Che una nazione come l’Iran sia descritta oggi con banalizzante e imbarazzante superficialità stupisce fino a un certo punto. In una delle serie cult di Netflix, Homeland, la Repubblica Islamica – sciita, impegnata da anni contro il jihadismo sunnita – è stretta alleata di al Qaeda e mente di un attentato terroristico stile 9/11 al quartier generale della Cia. Quanto di più astorico possa esserci. E non è affatto infrequente che a parlare di Iran si cimentino soggetti che si limitano a dipingere un regime monolitico, senza sfumature né contraddizioni. Solo boia e velo.

È IL DESTINO di un paese che ha segnato la storia dell’umanità. Mai fisicamente assoggettato al colonialismo europeo, è stato oggetto del desiderio del bagaglio ideologico dell’orientalismo, diversamente declinato e intrinsecamente eterogeneo nell’approccio, con la Persia mero riflesso obliquo nello specchio europeo. Mai colonia, mai protettorato, l’Iran ha vissuto una storia ben differente da quella dei vicini, nazioni disegnate a tavolino e popoli depauperati di risorse e autodeterminazione politica.

Poi capita che in Iran ci si vada in vacanza, uno tra i pochi luoghi in Medio Oriente a poter essere visitato senza timore di ritrovarsi in mezzo a una guerra. E chi torna, torna estasiato. Dalla gente, dalla sua voglia di apertura, dalla tipica ironia persiana, dalla spigliatezza e la cultura dei suoi giovani, dalla bellezza. Ottima guida alla scoperta della Repubblica Islamica è il libro di Farian Sabahi, Il bazar e la moschea. Storia dell’Iran 1890-2018 (Mondadori, pp. 336, euro 21): una rivisitazione dell’opera precedente dell’autrice rivista alla luce dell’ultimo decennio. Docente e giornalista, collaboratrice de il manifesto, Sabahi ricostruisce un secolo e mezzo intrecciando ricerca e narrazione storica all’attività di reporter.

Un libro che è insieme testo di storia e lungo reportage, combinazione necessaria quando a essere analizzati sono fatti troppo recenti per essere letti con l’occhio della Storia. Tra le pagine emergono i nomi degli iraniani che hanno segnato la vita del paese, l’hanno rivoluzionata, hanno resistito alle interferenze esterne per uscirne sconfitti o vittoriosi. Vittime e carnefici che assumono forme diverse: l’occidentalizzazione forzata di Reza Shah Pahlavi e il golpe del figlio Muhammad Reza, il movimento popolare che sostenne il socialismo di Mossadeq, la rivoluzione eterogena dell’ayatollah Khomeini che vide in piazza fianco a fianco islamisti e comunisti. Fino ad Ahmadinejad il conservatore che «parlava» con il Mahdi e Rouhani il moderato con il suo bagaglio di speranze disattese.

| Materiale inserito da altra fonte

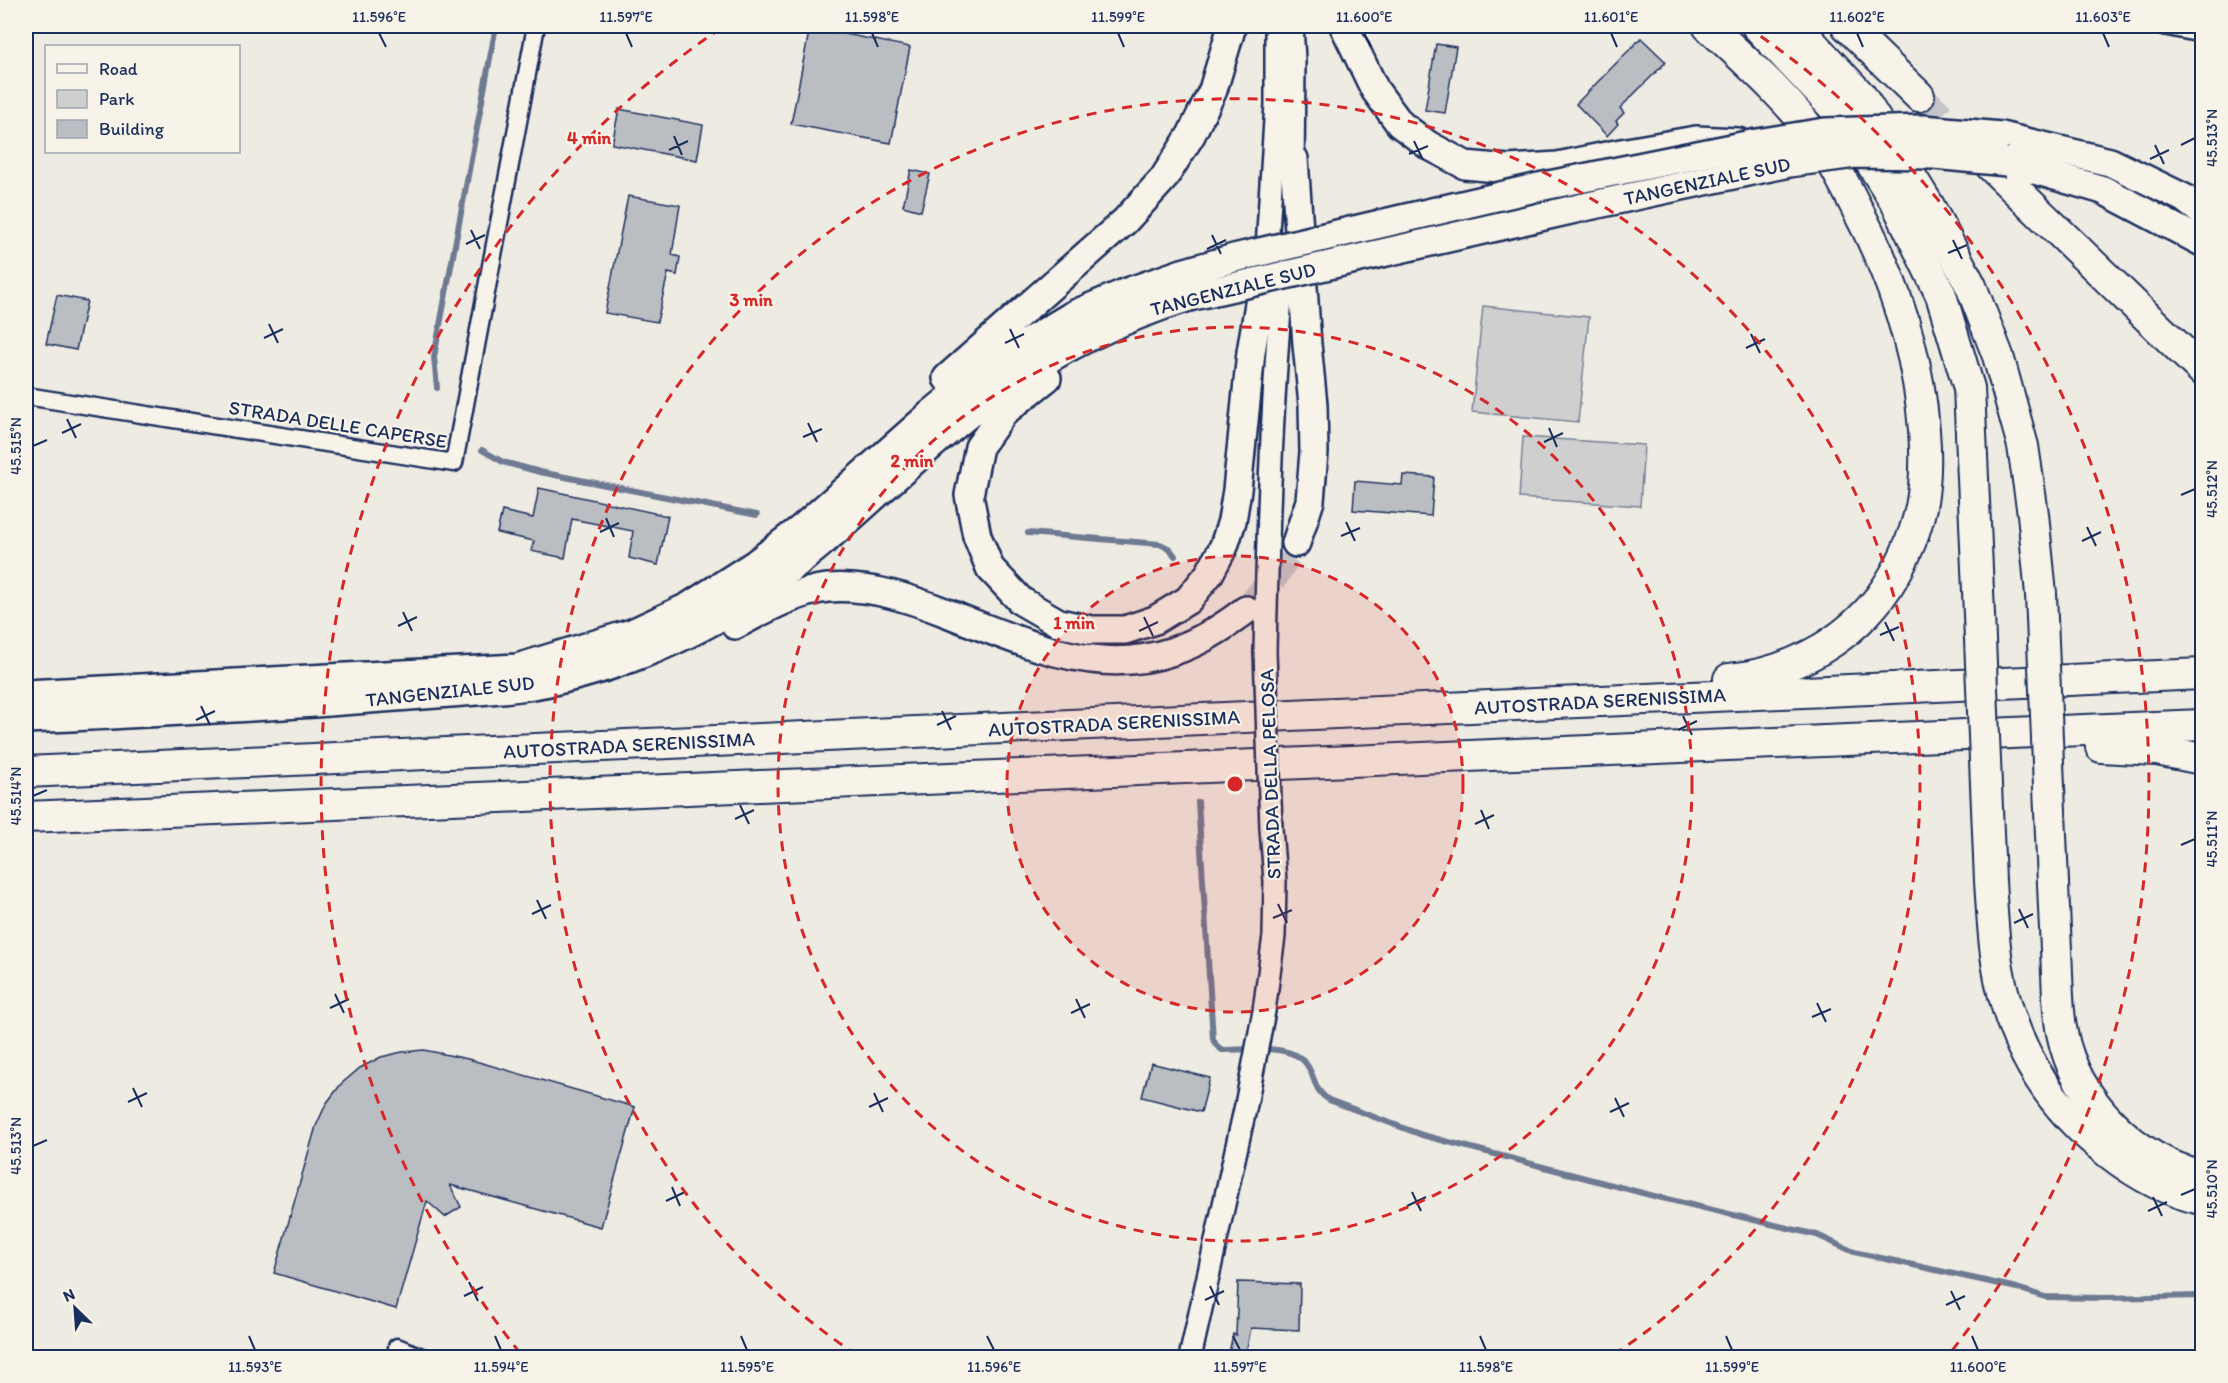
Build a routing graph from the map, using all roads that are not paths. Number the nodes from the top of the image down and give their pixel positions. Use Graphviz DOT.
graph roads {
  1 [pos="536,26"];
  2 [pos="1232,26"];
  3 [pos="1276,26"];
  4 [pos="1292,26"];
  5 [pos="1708,26"];
  6 [pos="1757,26"];
  7 [pos="1796,26"];
  8 [pos="1847,26"];
  9 [pos="2163,26"];
  10 [pos="2202,34"];
  11 [pos="1349,38"];
  12 [pos="1919,96"];
  13 [pos="1757,143"];
  14 [pos="2000,155"];
  15 [pos="1294,159"];
  16 [pos="2202,212"];
  17 [pos="2202,242"];
  18 [pos="1266,262"];
  19 [pos="1186,285"];
  20 [pos="1144,311"];
  21 [pos="1275,363"];
  22 [pos="2202,370"];
  23 [pos="26,396"];
  24 [pos="802,528"];
  25 [pos="1296,543"];
  26 [pos="1246,610"];
  27 [pos="2202,674"];
  28 [pos="521,687"];
  29 [pos="26,694"];
  30 [pos="26,719"];
  31 [pos="1170,720"];
  32 [pos="2202,724"];
  33 [pos="2202,759"];
  34 [pos="1297,764"];
  35 [pos="26,772"];
  36 [pos="26,818"];
  37 [pos="2202,1176"];
  38 [pos="2202,1199"];
  39 [pos="397,1347"];
  40 [pos="424,1358"];
  41 [pos="1191,1358"];
  1 -- 23 [label="street, STRADA DELLE CAPERSE"];
  2 -- 24 [label="highway"];
  3 -- 18 [label="street, TANGENZIALE SUD"];
  4 -- 15 [label="street, STRADA DELLA PELOSA"];
  5 -- 31 [label="highway"];
  6 -- 38 [label="highway, bridge"];
  7 -- 37 [label="highway, bridge"];
  8 -- 12 [label="highway"];
  9 -- 10 [label="street"];
  11 -- 13 [label="highway, bridge"];
  13 -- 14 [label="highway, TANGENZIALE SUD, bridge"];
  13 -- 19 [label="highway, TANGENZIALE SUD, bridge"];
  14 -- 16 [label="highway, TANGENZIALE SUD"];
  14 -- 17 [label="highway, TANGENZIALE SUD"];
  14 -- 19 [label="highway, TANGENZIALE SUD, bridge"];
  14 -- 22 [label="highway"];
  15 -- 21 [label="street, STRADA DELLA PELOSA"];
  15 -- 25 [label="highway"];
  18 -- 20 [label="highway"];
  18 -- 21 [label="street, STRADA DELLA PELOSA"];
  19 -- 20 [label="highway, TANGENZIALE SUD"];
  19 -- 24 [label="highway, TANGENZIALE SUD"];
  20 -- 28 [label="highway, TANGENZIALE SUD"];
  21 -- 41 [label="street, STRADA DELLA PELOSA, bridge"];
  24 -- 29 [label="highway, TANGENZIALE SUD"];
  26 -- 28 [label="highway"];
  27 -- 31 [label="highway, AUTOSTRADA SERENISSIMA"];
  28 -- 30 [label="highway, TANGENZIALE SUD"];
  31 -- 35 [label="highway, AUTOSTRADA SERENISSIMA"];
  32 -- 34 [label="highway"];
  33 -- 34 [label="highway"];
  34 -- 36 [label="highway"];
  39 -- 40 [label="street"];
}
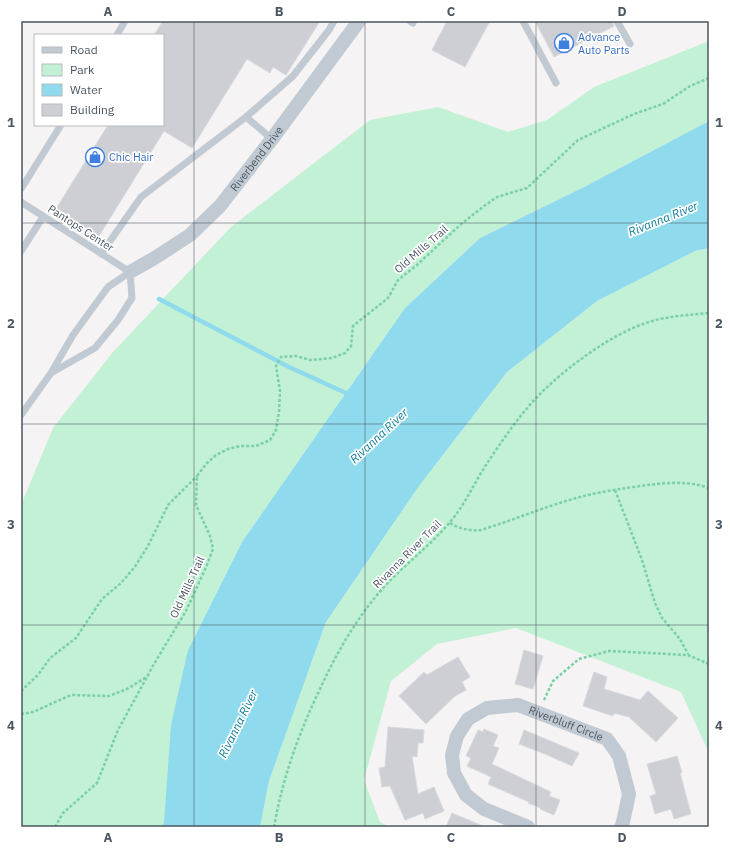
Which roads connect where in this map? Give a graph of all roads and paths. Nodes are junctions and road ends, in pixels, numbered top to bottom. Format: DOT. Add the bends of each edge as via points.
graph roads {
  1 [pos="125,21"];
  2 [pos="334,21"];
  3 [pos="359,21"];
  4 [pos="523,21"];
  5 [pos="617,21"];
  6 [pos="117,34"];
  7 [pos="630,44"];
  8 [pos="709,78"];
  9 [pos="556,83"];
  10 [pos="246,117"];
  11 [pos="60,126"];
  12 [pos="272,139"];
  13 [pos="21,189"];
  14 [pos="21,202"];
  15 [pos="43,217"];
  16 [pos="21,251"];
  17 [pos="101,254"];
  18 [pos="130,272"];
  19 [pos="709,313"];
  20 [pos="51,373"];
  21 [pos="21,415"];
  22 [pos="197,476"];
  23 [pos="709,488"];
  24 [pos="615,490"];
  25 [pos="450,523"];
  26 [pos="688,655"];
  27 [pos="709,664"];
  28 [pos="149,676"];
  29 [pos="21,691"];
  30 [pos="538,713"];
  31 [pos="21,714"];
  32 [pos="55,827"];
  33 [pos="274,827"];
  34 [pos="528,827"];
  35 [pos="621,827"];
  1 -- 6 [label="lane"];
  2 -- 10 [label="lane" via="293,76"];
  3 -- 12 [label="street, Riverbend Drive"];
  4 -- 9 [label="lane"];
  5 -- 7 [label="lane"];
  8 -- 22 [label="path, Old Mills Trail" via="690,86 663,104 634,114 578,140 527,188 497,197 484,206 398,280 388,298 353,326 351,346 345,352 332,358 310,360 296,356 281,357 276,366 280,391 276,430 270,440 256,446 228,449 216,455"];
  10 -- 12 [label="lane"];
  10 -- 17 [label="lane" via="141,197"];
  11 -- 13 [label="lane"];
  12 -- 18 [label="street, Riverbend Drive" via="220,206 190,235"];
  14 -- 15 [label="lane, Pantops Center"];
  15 -- 16 [label="lane"];
  15 -- 17 [label="lane, Pantops Center"];
  17 -- 18 [label="lane, Pantops Center"];
  18 -- 20 [label="lane" via="108,287 73,335"];
  18 -- 20 [label="lane" via="132,298 118,320 95,348"];
  19 -- 25 [label="path, Rivanna River Trail" via="646,322 598,347 561,376 539,395 508,433"];
  20 -- 21 [label="lane"];
  22 -- 28 [label="path, Old Mills Trail" via="196,505 210,536 213,550 186,612"];
  22 -- 29 [label="path" via="168,505 148,546 122,583 102,599 76,638 50,658 38,675"];
  23 -- 24 [label="path" via="684,483 653,484"];
  24 -- 25 [label="path" via="549,506 481,530 460,529"];
  24 -- 26 [label="path" via="662,618 680,639"];
  25 -- 33 [label="path, Rivanna River Trail" via="384,587 366,609 332,664 302,726 284,781"];
  26 -- 27 [label="path"];
  26 -- 30 [label="path" via="609,651 579,659 553,681"];
  28 -- 31 [label="path" via="109,696 71,695 34,712"];
  28 -- 32 [label="path, Old Mills Trail" via="118,730 97,783 63,813"];
  30 -- 34 [label="street, Riverbluff Circle" via="518,705 487,708 468,719 457,736 452,754 454,773 466,795 484,809"];
  30 -- 35 [label="street, Riverbluff Circle" via="607,739 619,756 629,794"];
}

E CI SONO COLORO che da fuori hanno imposto i momenti di svolta: dagli ultimi presidenti Usa, l’Obama del disgelo e il Trump delle rinnovate sanzioni, alle potenze inglese e russa che, per decenni, si sono spartite le risorse energetiche ai tempi dello scià.
Ma a esserci è soprattutto il popolo iraniano e le sue mille facce, i bazarì e gli imam, i pasdaran e le donne, gli attivisti e le minoranze. E decine di sollevazioni: a partire proprio dal 1890, dalla rivolta del tabacco che per la prima volta vide la moschea allearsi al bazar, fino al 2018 con le piazze piene contro il carovita passando per il movimento verde del 2009, incompresa anticipazione delle primavere arabe.
Con piccoli (spesso divertenti) approfondimenti su aneddoti e personaggi solo apparentemente di secondo piano, ma più esplicativi di un saggio storico, l’autrice evita con maestria facili descrizioni banali, consegnando al lettore i fatti storici nel loro contesto spaziale e temporale. Ad uscirne è la Storia dell’Iran, paese che sa affascinare chi lo approccia con la dovuta riverenza e la necessaria capacità di giudizio.